Rebecca Morrill is a British curator, editor, and arts writer.

She is Executive Commissioning Editor at HENI Publishing and was previously Commissioning Editor for Art Surveys at Phaidon Press from 2013 to 2023, where she edited and wrote the introductory essay for Great Women Artists (2019), described by British Vogue as "the headline grabber of 2019".

She previously held curatorial roles at the Serpentine Gallery and the Whitechapel Gallery, both in London.

== Education ==
Morrill studied History of Art and Architecture at the University of East Anglia, where she completed both an undergraduate degree and a master's degree in Museology (with Distinction).

== Career ==

=== Whitechapel Gallery (1999–2004) ===
Morrill joined the Whitechapel Gallery in 1999, where she held roles in both the exhibitions and communications departments. As Exhibition Organiser (2002–2004), she worked on solo presentations by Paul Noble, Franz West, Cristina Iglesias, and Rodney Graham, and contributed to catalogue and limited edition production. She also launched and managed the Whitechapel Gallery's first website.

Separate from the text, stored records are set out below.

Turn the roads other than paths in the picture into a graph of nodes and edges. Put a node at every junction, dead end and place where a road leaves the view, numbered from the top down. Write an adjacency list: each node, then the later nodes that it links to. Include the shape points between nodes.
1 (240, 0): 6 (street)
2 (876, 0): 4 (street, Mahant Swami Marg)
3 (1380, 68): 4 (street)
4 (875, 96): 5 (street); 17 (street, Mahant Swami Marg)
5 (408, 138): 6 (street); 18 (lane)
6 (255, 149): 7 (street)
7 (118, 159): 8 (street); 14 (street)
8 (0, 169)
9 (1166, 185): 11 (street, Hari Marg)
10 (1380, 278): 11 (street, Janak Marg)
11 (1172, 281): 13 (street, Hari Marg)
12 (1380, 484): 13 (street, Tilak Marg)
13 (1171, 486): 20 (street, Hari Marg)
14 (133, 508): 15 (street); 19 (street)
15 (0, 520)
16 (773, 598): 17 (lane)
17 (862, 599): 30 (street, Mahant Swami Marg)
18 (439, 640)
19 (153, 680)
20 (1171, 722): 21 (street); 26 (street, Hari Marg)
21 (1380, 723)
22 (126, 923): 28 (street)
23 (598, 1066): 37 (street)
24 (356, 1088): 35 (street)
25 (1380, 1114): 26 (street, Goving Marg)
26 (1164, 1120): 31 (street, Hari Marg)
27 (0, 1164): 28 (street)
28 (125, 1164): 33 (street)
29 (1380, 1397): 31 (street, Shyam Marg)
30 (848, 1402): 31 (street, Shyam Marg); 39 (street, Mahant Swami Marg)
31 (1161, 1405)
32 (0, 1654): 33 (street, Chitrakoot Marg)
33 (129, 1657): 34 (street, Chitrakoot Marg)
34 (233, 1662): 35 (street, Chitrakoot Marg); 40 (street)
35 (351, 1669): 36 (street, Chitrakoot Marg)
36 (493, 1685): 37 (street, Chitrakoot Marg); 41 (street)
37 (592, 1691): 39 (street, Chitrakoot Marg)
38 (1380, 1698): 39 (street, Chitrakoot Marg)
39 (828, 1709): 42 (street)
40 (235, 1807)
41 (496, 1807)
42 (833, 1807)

=== Serpentine Gallery (2004–2009) ===
Morrill worked at the Serpentine Gallery, London, for five years as Exhibition Curator. In this role she co-curated exhibitions with the Gallery's directors, including:

- Indian Highway (a major survey of contemporary Indian art)
- Gerhard Richter
- Maria Lassnig
- Anthony McCall
- Damien Hirst's murderme collection

She also served as Project Organiser on three editions of the annual Serpentine Pavilion architecture commission and oversaw the editing and production of accompanying exhibition catalogues.

=== AV Festival (2009–2013) ===
Following her time at the Serpentine, Morrill worked as Producer at the AV Festival, a biennial festival of art, film, music, and digital culture based in the North East of England. The festival, which ran from 2002 to 2018, was internationally recognised as one of the UK's leading platforms for time-based and digital art. She produced the 10th and 12th editions of the festival.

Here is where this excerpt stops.